WHAT YOU NEED TO DO: What lines in the listing include "lane"? Return a copy of each.

MATERIAL FOR THE TASK:
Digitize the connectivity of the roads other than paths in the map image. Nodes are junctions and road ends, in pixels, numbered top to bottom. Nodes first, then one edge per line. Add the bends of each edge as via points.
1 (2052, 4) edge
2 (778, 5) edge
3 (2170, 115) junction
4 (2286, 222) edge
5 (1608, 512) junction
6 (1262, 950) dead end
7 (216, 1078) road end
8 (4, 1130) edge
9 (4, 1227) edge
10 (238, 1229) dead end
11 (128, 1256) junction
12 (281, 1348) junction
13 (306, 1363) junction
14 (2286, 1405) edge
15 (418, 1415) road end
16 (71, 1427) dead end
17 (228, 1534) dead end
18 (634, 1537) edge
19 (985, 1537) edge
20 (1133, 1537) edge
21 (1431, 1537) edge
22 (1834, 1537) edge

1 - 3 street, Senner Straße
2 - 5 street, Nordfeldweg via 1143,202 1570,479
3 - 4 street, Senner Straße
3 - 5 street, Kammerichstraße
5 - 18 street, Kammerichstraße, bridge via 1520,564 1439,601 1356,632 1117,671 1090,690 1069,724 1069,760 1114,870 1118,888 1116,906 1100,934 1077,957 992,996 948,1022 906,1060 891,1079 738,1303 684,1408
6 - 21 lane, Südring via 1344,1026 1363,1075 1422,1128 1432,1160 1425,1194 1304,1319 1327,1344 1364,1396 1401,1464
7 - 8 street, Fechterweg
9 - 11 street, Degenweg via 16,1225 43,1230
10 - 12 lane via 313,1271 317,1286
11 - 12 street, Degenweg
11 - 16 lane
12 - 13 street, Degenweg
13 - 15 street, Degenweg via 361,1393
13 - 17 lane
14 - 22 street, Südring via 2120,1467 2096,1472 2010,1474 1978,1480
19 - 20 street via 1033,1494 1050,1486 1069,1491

RESULT:
6 - 21 lane, Südring via 1344,1026 1363,1075 1422,1128 1432,1160 1425,1194 1304,1319 1327,1344 1364,1396 1401,1464
10 - 12 lane via 313,1271 317,1286
11 - 16 lane
13 - 17 lane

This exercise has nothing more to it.